The study leaded to a robust strategy for the water injection scheme. Risk and marginal reservoir analysis helped the decision of the features of the future production system in terms of oil and liquid processing capacity and adoption of some flexibility to make feasible the future development of marginal areas.
Exploration efforts offshore Brazil have been indicating important heavy-oil discoveries in deepwater reservoirs. The economic exploitation of these reservoirs presents technological and economic challenges that must be addressed. Therefore, the initial development plan must be defined through a detailed optimization study, considering economic indicators, oil recovery and risks 1, 2.
The development of Marlim Sul Field was planned in four modules: module 1 started in 2001 and has two production units producing 200,000 bopd. Module 2 will start the production through P-51 platform in 2008 and modules 3 and 4 are in development phase. These two last areas present special difficulties since they have oil viscosities greater than 20 cP at reservoir conditions. The introduction of new technologies could mean the solution for the feasibility of these projects.
Thus a research project was developed in the scope of Petrobras Offshore Heavy Oil Technological Program (PROPES) that comprised the following objectives: optimization of the drainage plan, taking into account the application of extended horizontal wells (around 800 m), evaluation of the use of high capacity plants for the processing of produced fluids and evaluation of the performance of artificial lift methods comparing the efficiency of gas lift and electrical submersible pumps. Studies related to the impact of the main N-S fault of the reservoir on the development plan, the consideration of uncertainties on rock and fluid properties and the analysis of the injectivity decline had also been performed.

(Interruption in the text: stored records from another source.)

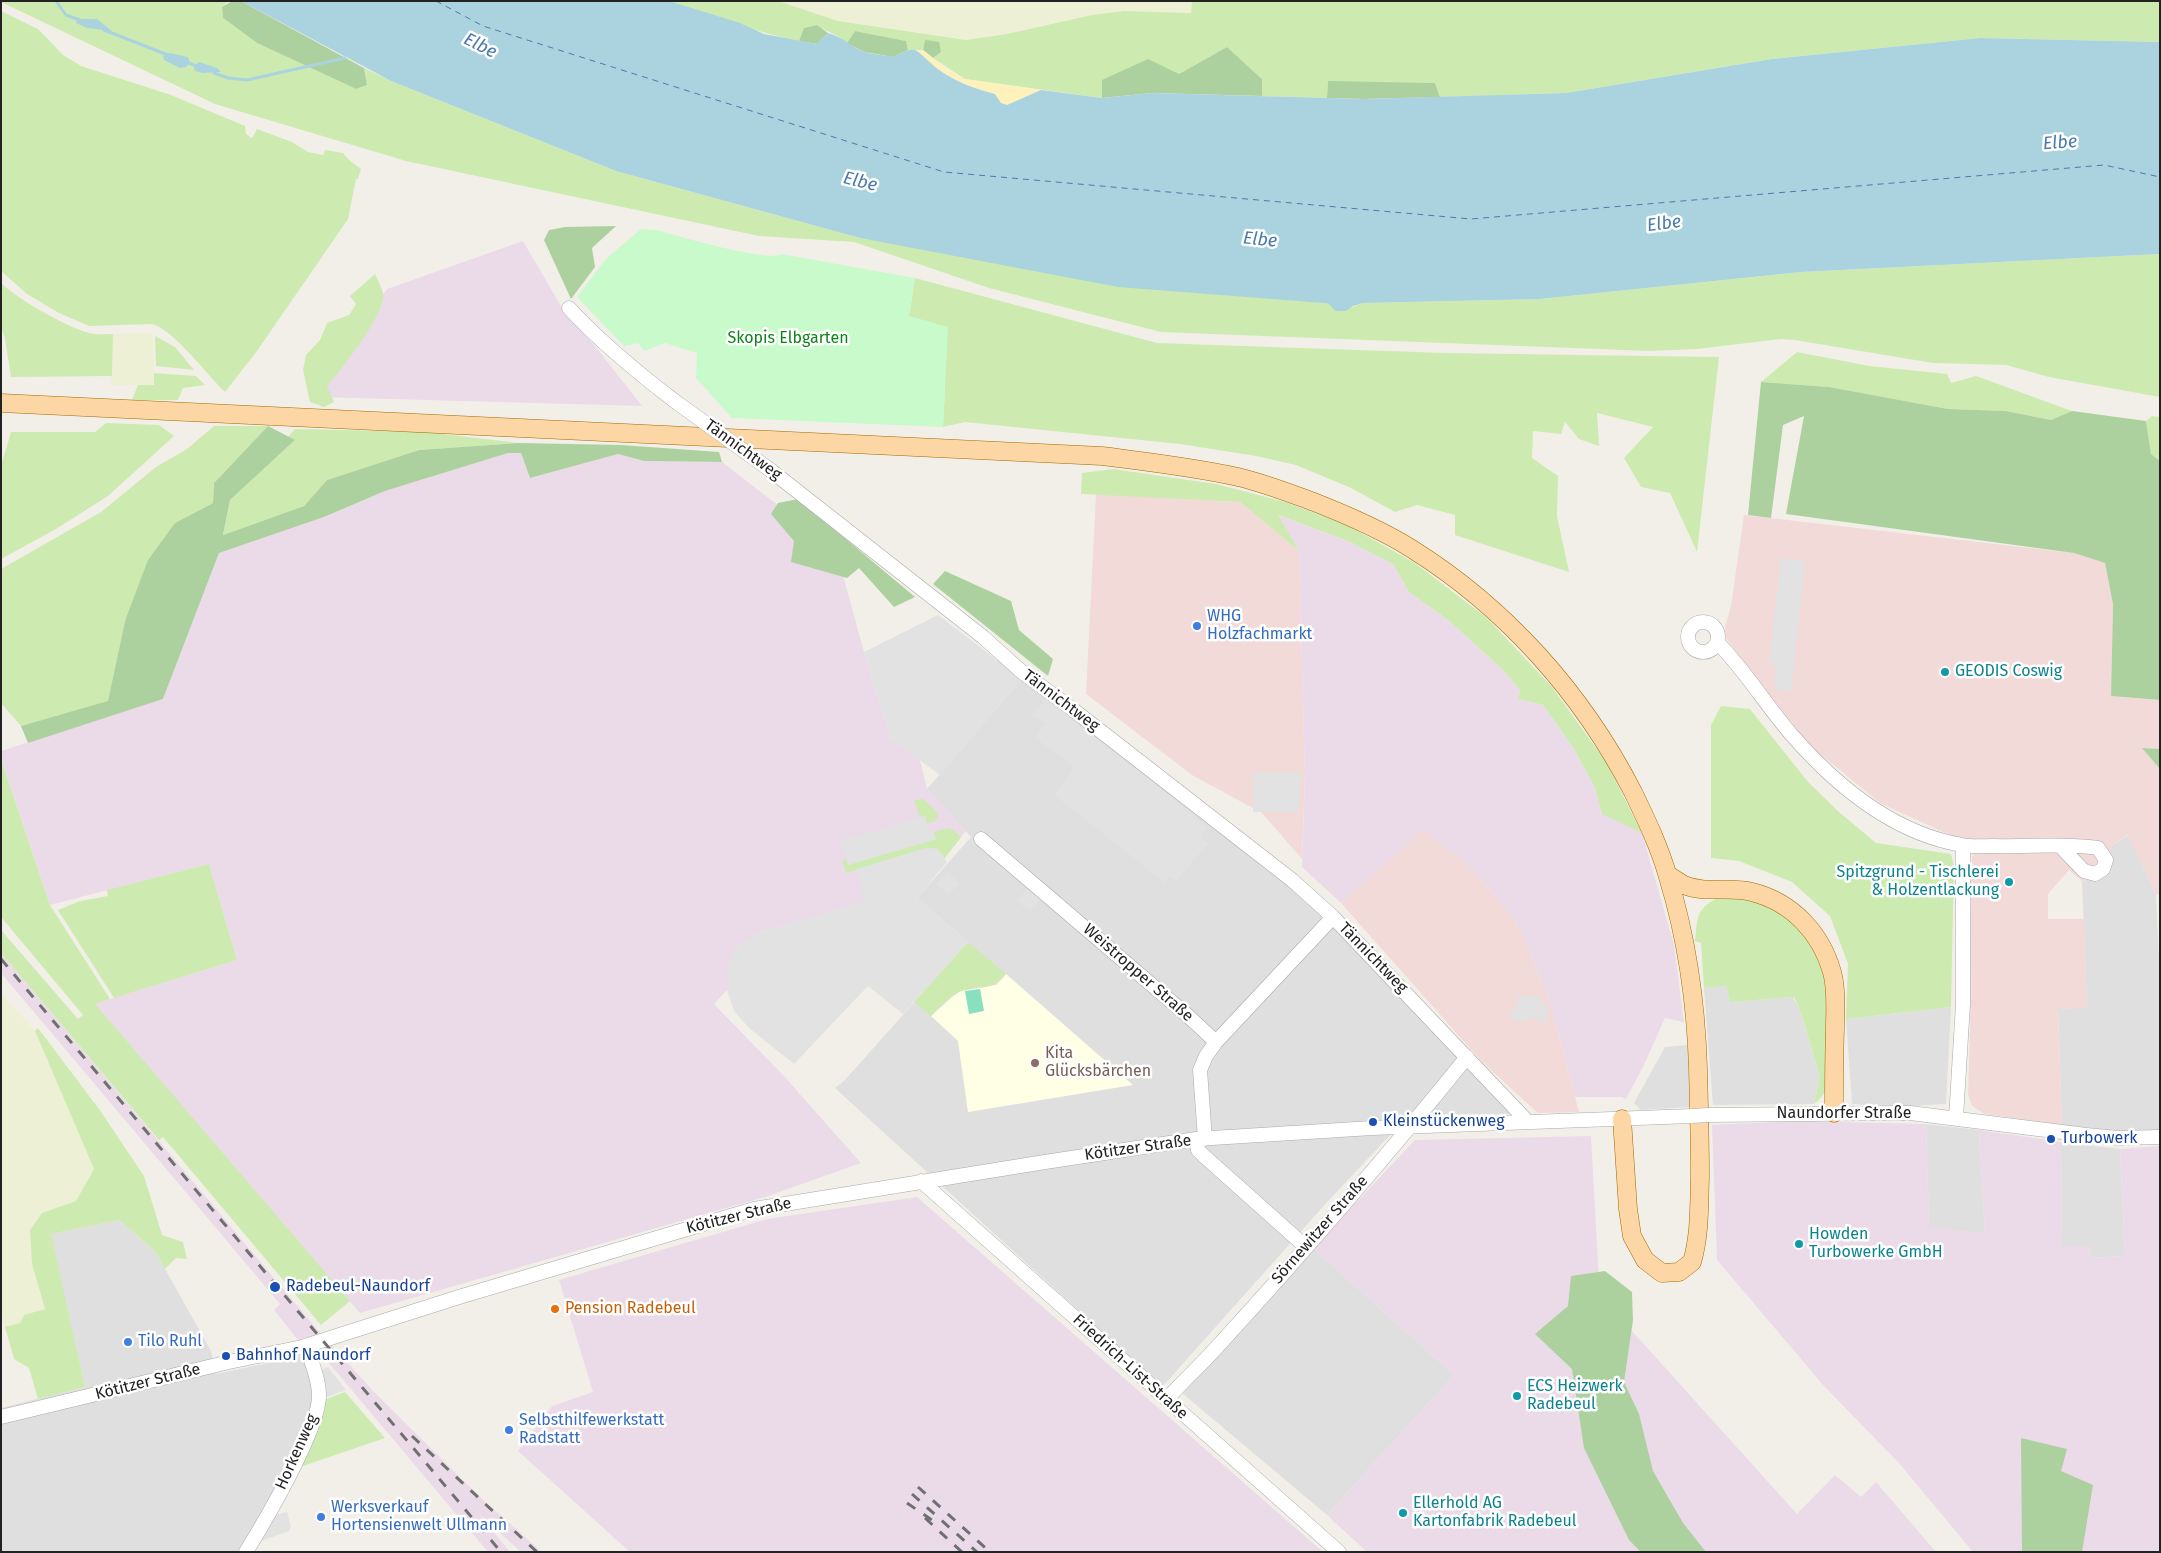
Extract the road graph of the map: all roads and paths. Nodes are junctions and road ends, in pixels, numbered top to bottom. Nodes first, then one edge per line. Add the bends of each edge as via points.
1 (569, 308) dead end
2 (4, 403) edge
3 (1717, 642) dead end
4 (981, 839) dead end
5 (1963, 846) junction
6 (2060, 846) dead end
7 (1668, 875) junction
8 (1333, 918) junction
9 (1216, 1042) junction
10 (1467, 1057) junction
11 (1834, 1114) junction
12 (1956, 1118) junction
13 (1622, 1119) junction
14 (1528, 1122) junction
15 (1409, 1128) junction
16 (2160, 1137) edge
17 (1201, 1139) junction
18 (921, 1181) junction
19 (1306, 1248) junction
20 (306, 1346) junction
21 (1167, 1399) junction
22 (1, 1417) edge
23 (246, 1552) edge
24 (1340, 1552) edge

1 - 8 street, Tännichtweg, bridge via 641,376 769,469 1022,672 1292,880
2 - 7 main road via 1102,456 1239,477 1341,513 1411,548 1470,590 1528,643 1578,701 1615,757 1645,817
3 - 5 street via 1735,660 1791,734 1858,800 1889,820
4 - 9 street, Weistropper Straße
5 - 6 street
5 - 12 street via 1964,1004
7 - 11 main road via 1685,885 1705,890 1733,889 1770,898 1805,922 1821,944 1832,973 1835,1003
7 - 13 main road via 1691,973 1697,1040 1699,1222 1692,1262 1679,1272 1662,1273 1644,1260 1632,1236
8 - 9 street
8 - 10 street, Tännichtweg
9 - 17 street via 1200,1070
10 - 14 street, Tännichtweg
10 - 15 street, Sörnewitzer Straße
11 - 12 street, Naundorfer Straße
11 - 13 street, Naundorfer Straße, bridge via 1708,1114
12 - 16 street, Naundorfer Straße via 2118,1138
13 - 14 street, Naundorfer Straße
14 - 15 street, Kötitzer Straße
15 - 17 street, Kötitzer Straße
15 - 19 street, Sörnewitzer Straße
17 - 18 street, Kötitzer Straße
17 - 19 street via 1198,1150
18 - 20 street, Kötitzer Straße via 754,1209
18 - 21 street, Friedrich-List-Straße
19 - 21 street, Sörnewitzer Straße
20 - 22 street, Kötitzer Straße
20 - 23 street, Horkenweg via 320,1396 313,1424
21 - 24 street, Friedrich-List-Straße

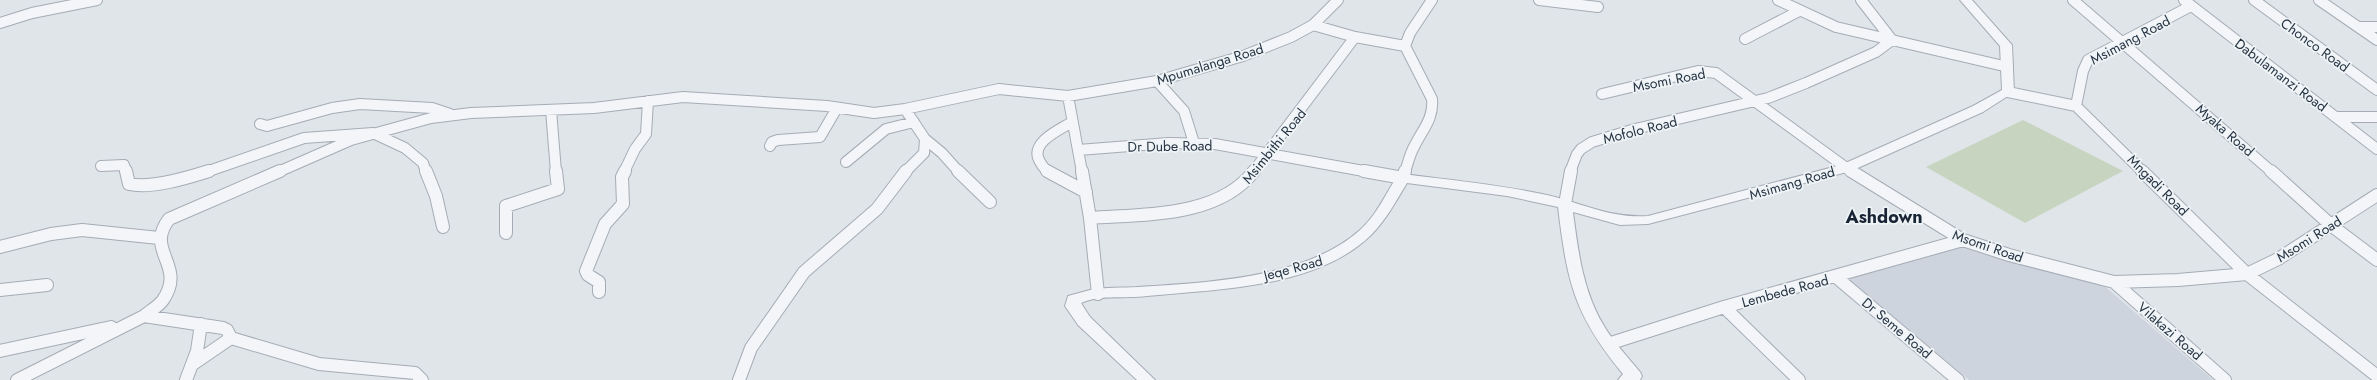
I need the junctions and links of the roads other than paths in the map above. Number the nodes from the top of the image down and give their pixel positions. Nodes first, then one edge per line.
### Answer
1 (63, 0) edge
2 (97, 0) edge
3 (1338, 0) edge
4 (1432, 0) edge
5 (1539, 0) edge
6 (1778, 0) edge
7 (1861, 0) edge
8 (1966, 0) edge
9 (2073, 0) edge
10 (2254, 0) edge
11 (2319, 0) edge
12 (2188, 3) edge
13 (1598, 7) dead end
14 (1799, 11) junction
15 (32, 13) junction
16 (0, 23) edge
17 (1313, 26) junction
18 (2357, 27) junction
19 (2377, 27) edge
20 (1355, 37) junction
21 (1745, 39) dead end
22 (1892, 40) junction
23 (2377, 40) edge
24 (2121, 42) junction
25 (1406, 46) junction
26 (2008, 66) junction
27 (1157, 81) junction
28 (2377, 90) edge
29 (2008, 92) junction
30 (1602, 94) dead end
31 (1068, 96) junction
32 (648, 101) junction
33 (1757, 101) junction
34 (2076, 106) junction
35 (837, 108) junction
36 (906, 109) junction
37 (551, 110) junction
38 (451, 115) junction
39 (2337, 117) junction
40 (2377, 117) edge
41 (914, 122) junction
42 (1072, 122) junction
43 (260, 124) dead end
44 (373, 133) junction
45 (925, 139) junction
46 (1194, 143) junction
47 (770, 146) dead end
48 (1078, 150) junction
49 (2377, 150) edge
50 (1268, 152) junction
51 (846, 162) dead end
52 (101, 166) dead end
53 (1846, 168) junction
54 (1403, 178) junction
55 (1086, 192) junction
56 (2377, 195) edge
57 (990, 202) dead end
58 (1565, 204) junction
59 (1090, 218) junction
60 (2332, 226) junction
61 (443, 227) dead end
62 (506, 233) dead end
63 (159, 238) junction
64 (1963, 240) junction
65 (0, 247) edge
66 (2377, 260) edge
67 (2247, 274) junction
68 (1836, 277) junction
69 (2114, 282) junction
70 (47, 285) dead end
71 (0, 290) edge
72 (599, 292) dead end
73 (1098, 294) junction
74 (1724, 307) junction
75 (144, 316) junction
76 (129, 323) junction
77 (201, 324) junction
78 (232, 338) junction
79 (1608, 344) junction
80 (0, 351) edge
81 (193, 364) junction
82 (2377, 376) edge
83 (1632, 379) edge
84 (17, 380) edge
85 (186, 380) edge
86 (422, 380) edge
87 (739, 380) edge
88 (1147, 380) edge
89 (1799, 380) edge
90 (1958, 380) edge
91 (2226, 380) edge

1 - 15 street
2 - 15 street
3 - 17 street, Mpumalanga Road
4 - 25 street
5 - 13 street
6 - 14 street
7 - 22 street
8 - 26 street
9 - 24 street, Myaka Road
10 - 28 street, Chonco Road
11 - 18 street
12 - 24 street, Msimang Road
12 - 39 street, Dabulamanzi Road
14 - 21 street
14 - 22 street
15 - 16 street
17 - 20 street
17 - 27 street, Mpumalanga Road
18 - 19 street
18 - 23 street
20 - 25 street
20 - 50 street, Msimbithi Road
22 - 26 street
22 - 33 street, Mofolo Road
24 - 34 street, Msimang Road
24 - 60 street, Myaka Road
25 - 54 street, Jeqe Road
26 - 29 street
27 - 31 street, Mpumalanga Road
27 - 46 street
29 - 34 street
29 - 53 street, Msimang Road
30 - 33 street, Msomi Road
31 - 36 street, Mpumalanga Road
31 - 42 street
32 - 35 street, Mpumalanga Road
32 - 37 street, Mpumalanga Road
32 - 72 street
33 - 53 street, Msomi Road
33 - 58 street, Mofolo Road
34 - 67 street, Mngadi Road
35 - 36 street, Mpumalanga Road
35 - 47 street
36 - 41 street
37 - 38 street, Mpumalanga Road
37 - 62 street
38 - 43 street
38 - 44 street, Mpumalanga Road
39 - 40 street
39 - 49 street, Dabulamanzi Road
41 - 45 street
41 - 51 street
42 - 48 street
42 - 55 street
44 - 52 street
44 - 61 street
44 - 63 street
45 - 57 street
45 - 87 street
46 - 48 street, Dr Dube Road
46 - 50 street, Dr Dube Road
48 - 55 street
50 - 54 street, Dr Dube Road
50 - 59 street, Msimbithi Road
53 - 58 street, Msimang Road
53 - 64 street, Msomi Road
54 - 58 street, Msimang Road
54 - 73 street, Jeqe Road
55 - 59 street
56 - 60 street, Msomi Road
58 - 79 street
59 - 73 street
60 - 66 street, Myaka Road
60 - 67 street, Msomi Road
63 - 65 street
63 - 75 street
64 - 68 street, Lembede Road
64 - 69 street, Msomi Road
67 - 69 street, Msomi Road
67 - 82 street, Mngadi Road
68 - 74 street, Lembede Road
68 - 90 street, Dr Seme Road
69 - 91 street, Vilakazi Road
70 - 71 street
73 - 88 street, Jeqe Road
74 - 79 street, Lembede Road
74 - 89 street
75 - 76 street
75 - 77 street
76 - 80 street
76 - 84 street
77 - 78 street
77 - 81 street
78 - 81 street
78 - 86 street
79 - 83 street
81 - 85 street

This work focuses on the optimization of a development plan for Marlim Sul Field's third and fourth modules aiming at establishing a robust strategy encompassing all the geological and technological uncertainties.
Reservoir General Data
Marlim Sul Field is located in Campos Basin, distant approximately 120 km from north coast of Rio de Janeiro State, Brazil. It stands in water depths varying from 800m to 2600m in an area of 572 km2. Figure 1 depicts the field location.